§ Record set

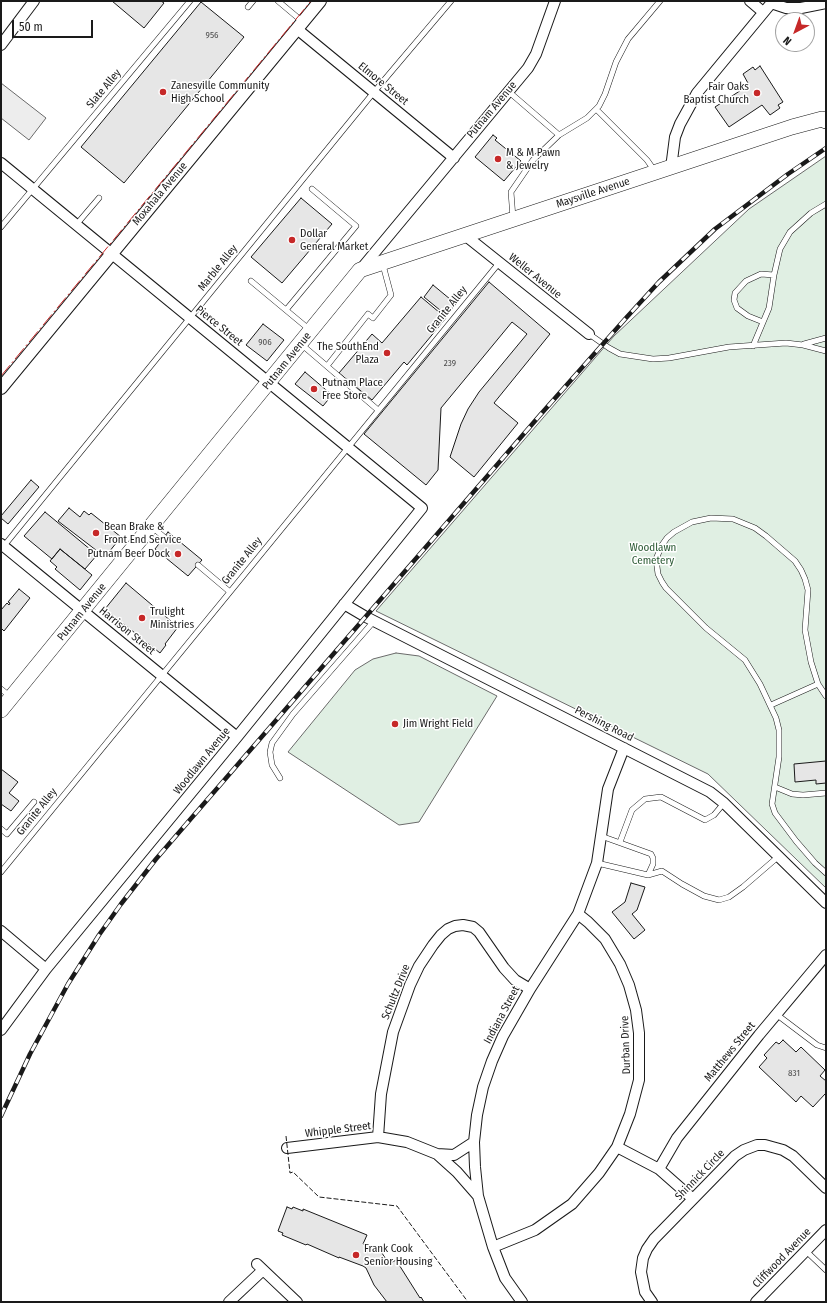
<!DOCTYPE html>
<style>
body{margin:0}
#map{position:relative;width:827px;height:1303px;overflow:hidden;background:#fff;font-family:"Fira Sans Condensed",sans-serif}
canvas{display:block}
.frame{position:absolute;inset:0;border:2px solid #1a1a1a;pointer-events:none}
.north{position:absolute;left:775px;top:12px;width:40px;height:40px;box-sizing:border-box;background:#fff;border:1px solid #a3a3a3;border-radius:50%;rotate:221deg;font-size:11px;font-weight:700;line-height:16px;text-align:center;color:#1a1a1a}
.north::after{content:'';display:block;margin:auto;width:14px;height:18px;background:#c62828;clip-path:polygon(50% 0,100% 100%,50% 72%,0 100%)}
.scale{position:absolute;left:12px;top:20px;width:81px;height:18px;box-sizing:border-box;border:2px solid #1a1a1a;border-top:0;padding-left:5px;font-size:12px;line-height:14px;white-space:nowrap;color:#1a1a1a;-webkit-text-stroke:3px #fff;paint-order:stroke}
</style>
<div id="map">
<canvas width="827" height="1303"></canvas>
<div class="frame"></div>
<div class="north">N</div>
<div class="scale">50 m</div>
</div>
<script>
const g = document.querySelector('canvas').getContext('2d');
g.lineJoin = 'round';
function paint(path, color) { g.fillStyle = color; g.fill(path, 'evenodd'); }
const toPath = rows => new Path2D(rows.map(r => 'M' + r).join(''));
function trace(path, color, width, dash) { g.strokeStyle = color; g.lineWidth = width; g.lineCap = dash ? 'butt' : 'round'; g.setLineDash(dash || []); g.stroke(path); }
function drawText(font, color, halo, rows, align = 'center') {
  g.font = font + ' "Fira Sans Condensed",sans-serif'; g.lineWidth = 3; g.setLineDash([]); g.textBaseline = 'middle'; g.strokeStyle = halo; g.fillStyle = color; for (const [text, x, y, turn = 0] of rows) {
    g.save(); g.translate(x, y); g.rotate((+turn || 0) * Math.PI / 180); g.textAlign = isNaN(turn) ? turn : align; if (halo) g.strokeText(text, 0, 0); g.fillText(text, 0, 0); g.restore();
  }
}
const green = toPath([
 [826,156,826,888,708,774,376,611,614,336,749,209,826,156],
 [396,653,419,656,497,696,419,822,399,825,288,752,355,670,373,659,396,653]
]);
paint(green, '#e0efe3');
trace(green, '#6a6a6a', 1);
const parking = toPath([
 [1,83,46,118,29,140,1,118,1,83]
]);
paint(parking, '#ededed');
trace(parking, '#6a6a6a', 1);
const building = toPath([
 [112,1,161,1,164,3,144,28,112,1],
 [201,2,244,37,124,183,81,147,201,2],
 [760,66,783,102,778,105,780,108,770,115,762,105,729,127,715,107,749,85,743,74,753,67,755,70,760,66],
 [493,135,497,138,495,140,521,161,504,181,475,157,493,135],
 [301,198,332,224,282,283,251,257,301,198],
 [489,282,550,334,494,403,518,423,474,477,450,457,461,424,468,409,479,392,527,334,512,322,441,408,438,470,426,485,364,434,489,282],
 [433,285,456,304,446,315,424,297,433,285],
 [421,297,446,318,407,365,404,362,372,400,339,373,372,334,382,343,421,297],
 [263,324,284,340,267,361,246,345,263,324],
 [305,372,332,395,323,406,295,384,305,372],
 [31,480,39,487,8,524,1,518,1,516,31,480],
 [69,508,80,517,84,511,89,515,91,513,121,537,105,557,58,521,69,508],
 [45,512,97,555,85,569,60,549,52,559,24,536,45,512],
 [168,532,202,560,188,576,155,549,168,532],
 [60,549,92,575,80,590,55,569,57,567,50,561,60,549],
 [126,583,178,627,165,644,166,645,160,653,105,609,126,583],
 [19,589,30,598,4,631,1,628,1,610,7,603,9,605,10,603,8,602,19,589],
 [826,761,826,783,816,784,816,780,795,782,794,764,826,761],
 [1,769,18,782,9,793,19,801,11,811,1,804,1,769],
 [631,883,645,887,637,910,632,914,645,930,634,939,612,912,625,902,631,883],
 [783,1040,796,1052,801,1047,825,1070,820,1076,826,1081,826,1096,825,1094,813,1107,801,1096,796,1102,759,1067,767,1058,764,1055,776,1042,779,1044,783,1040],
 [287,1207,292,1209,293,1207,303,1211,303,1209,367,1235,363,1244,380,1250,389,1264,396,1260,420,1298,421,1297,424,1302,387,1302,374,1285,366,1268,363,1266,339,1257,339,1258,307,1244,306,1245,282,1235,283,1233,278,1231,287,1207]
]);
paint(building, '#e6e6e6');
trace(building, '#1a1a1a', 1);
const service = toPath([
 [278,1,303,22],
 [248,7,253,1],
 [508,91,559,135],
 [596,109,647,160,654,170],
 [513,218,511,192,533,160,559,135,587,118,599,106,605,94,616,62,628,39,660,1],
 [76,225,99,198],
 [1,227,190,1],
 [251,281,310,330],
 [286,310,356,226,312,189],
 [763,322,748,316,737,308,734,300,735,293,746,281,761,274,774,275],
 [589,334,609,348,620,354,653,359,669,358,729,347,786,343,803,345,826,351],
 [301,344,378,410],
 [804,344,826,338],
 [753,346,769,308,774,275,780,249,790,232,811,213,826,204],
 [327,366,368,314,373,318,391,295,383,265],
 [152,527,164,537],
 [3,547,374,92,451,1],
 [198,565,230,592],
 [1,689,11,697],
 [826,696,818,684,811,662,805,630,808,590,805,579,801,570,795,561,766,536,755,528,733,519,711,518,692,522,674,532,667,538,662,545,656,559,658,574,662,582,666,588,706,628,745,660,760,684,776,718,779,730,779,757,772,804,775,813,796,841,815,863,826,873],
 [771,705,818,684],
 [280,778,272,765,270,752,272,743,293,714,374,621],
 [775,787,792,794,803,795,826,793],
 [1,829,7,834,34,802],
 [601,836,651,854,653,858,653,864,648,875],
 [620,842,632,810,645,799,661,797,705,820,714,815,724,803],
 [597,863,648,875,662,871,682,884,704,896,719,900,729,897,743,887,779,856],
 [1,872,499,263],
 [776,1014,817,1045,826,1048],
 [806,1251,826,1270]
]);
const minor = toPath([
 [750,1,763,12],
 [771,3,786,8,801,8,826,3],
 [297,29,454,158],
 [1,45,34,1],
 [1,163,422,508,237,737,46,969,1,1030],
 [671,168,675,137,680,124,697,93,773,1],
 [466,236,589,334],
 [361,269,528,68,536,54,555,1],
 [1,544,237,737],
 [344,604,366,617,710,792,724,803,826,903],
 [1,931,46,969],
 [378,1137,381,1094,393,1032,410,985,419,966,433,945,441,935,448,929,455,926,463,925,473,927,479,932,504,968,515,980,530,989],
 [617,1147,659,1169,693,1199],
 [287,1148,378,1137,407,1142,437,1154,454,1155,474,1142],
 [437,1154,457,1172,478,1196],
 [659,1169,677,1138,759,1035,826,955],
 [493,1247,535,1230,572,1204,599,1173,617,1147,630,1114,639,1080,639,1033,636,1010,629,985,620,964,605,939,588,922,578,914],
 [257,1264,297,1302],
 [229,1302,263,1270],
 [522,1302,505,1278,493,1247,478,1196,475,1167,474,1142,477,1115,483,1087,492,1061,503,1036,530,989,578,914,597,863,608,789,624,748],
 [652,1302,645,1292,641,1272,643,1258,647,1249,654,1239,735,1156,744,1150,757,1145,765,1145,783,1150,793,1156,826,1188],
 [756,1302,826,1230]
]);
const tertiary = toPath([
 [1,388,320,1]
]);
const primary = toPath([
 [1,710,360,270,792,127,822,119,826,121]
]);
trace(service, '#1a1a1a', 6);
trace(minor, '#1a1a1a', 12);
trace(tertiary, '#1a1a1a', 14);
trace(primary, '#1a1a1a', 16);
trace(service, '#fff', 5);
trace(minor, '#fff', 10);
trace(tertiary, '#fff', 12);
trace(primary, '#fff', 15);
const rail = toPath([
 [1,1116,30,1054,68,984,99,935,121,904,156,859,541,414,626,318,659,282,715,229,788,174,826,148]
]);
trace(rail, '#1a1a1a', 4.5);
trace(rail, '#fff', 3, [9]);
trace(toPath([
 [286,1136,290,1173,293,1172,319,1197,397,1206,468,1302]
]), '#1a1a1a', 1, [5, 2]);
trace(toPath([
 [1,376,311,1]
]), '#c62828', 1, [14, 3, 2, 3]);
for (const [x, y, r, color] of [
 [163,92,4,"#c62828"],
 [757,93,4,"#c62828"],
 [498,159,4,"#c62828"],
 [292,240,4,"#c62828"],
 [387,353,4,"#c62828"],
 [314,389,4,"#c62828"],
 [96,533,4,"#c62828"],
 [178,554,4,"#c62828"],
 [142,618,4,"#c62828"],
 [395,724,4,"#c62828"],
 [356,1255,4,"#c62828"]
]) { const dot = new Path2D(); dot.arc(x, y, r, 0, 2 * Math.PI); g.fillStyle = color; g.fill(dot); trace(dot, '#fff', 1.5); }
drawText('9px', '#4d4d4d', null, [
 ["956",212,35],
 ["906",265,342],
 ["239",450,363],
 ["831",794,1073]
]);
drawText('11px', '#1a1a1a', '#fff', [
 ["Elmore Street",383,84,39],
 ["Slate Alley",104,89,-50],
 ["Putnam Avenue",492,110,-50],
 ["Maysville Avenue",593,193,-18],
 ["Moxahala Avenue",160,194,-50],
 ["Marble Alley",218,268,-51],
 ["Weller Avenue",535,276,39],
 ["Granite Alley",447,310,-51],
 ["Pierce Street",219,326,39],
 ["Putnam Avenue",287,361,-51],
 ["Granite Alley",242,561,-51],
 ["Putnam Avenue",82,612,-51],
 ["Harrison Street",127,631,39],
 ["Pershing Road",604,724,27],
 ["Woodlawn Avenue",202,761,-51],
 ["Granite Alley",37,812,-51],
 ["Schultz Drive",396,992,-68],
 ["Indiana Street",502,1015,-62],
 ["Durban Drive",626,1045,-92],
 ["Matthews Street",730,1052,-51],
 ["Whipple Street",338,1130,-7],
 ["Shinnick Circle",700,1175,-46],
 ["Cliffwood Avenue",782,1258,-46]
]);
drawText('11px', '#1a1a1a', '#fff', [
 ["Zanesville Community",171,86],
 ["High School",171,99],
 ["Fair Oaks",749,87,"right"],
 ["Baptist Church",749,100,"right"],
 ["M & M Pawn",506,153],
 ["& Jewelry",506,166],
 ["Dollar",300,234],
 ["General Market",300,247],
 ["The SouthEnd",379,347,"right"],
 ["Plaza",379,360,"right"],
 ["Putnam Place",322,383],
 ["Free Store",322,396],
 ["Bean Brake &",104,527],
 ["Front End Service",104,540],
 ["Putnam Beer Dock",170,554,"right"],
 ["Trulight",150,612],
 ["Ministries",150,625],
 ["Jim Wright Field",403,724],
 ["Frank Cook",364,1249],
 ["Senior Housing",364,1262]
], 'left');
drawText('11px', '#2b5a34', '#fff', [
 ["Woodlawn",653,548],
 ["Cemetery",653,561]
]);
</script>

§ Instructions to follow
Find the word "rows" in the listing above. Copy each line where it appears.

§ Output for this exercise
const toPath = rows => new Path2D(rows.map(r => 'M' + r).join(''));
function drawText(font, color, halo, rows, align = 'center') {
  g.font = font + ' "Fira Sans Condensed",sans-serif'; g.lineWidth = 3; g.setLineDash([]); g.textBaseline = 'middle'; g.strokeStyle = halo; g.fillStyle = color; for (const [text, x, y, turn = 0] of rows) {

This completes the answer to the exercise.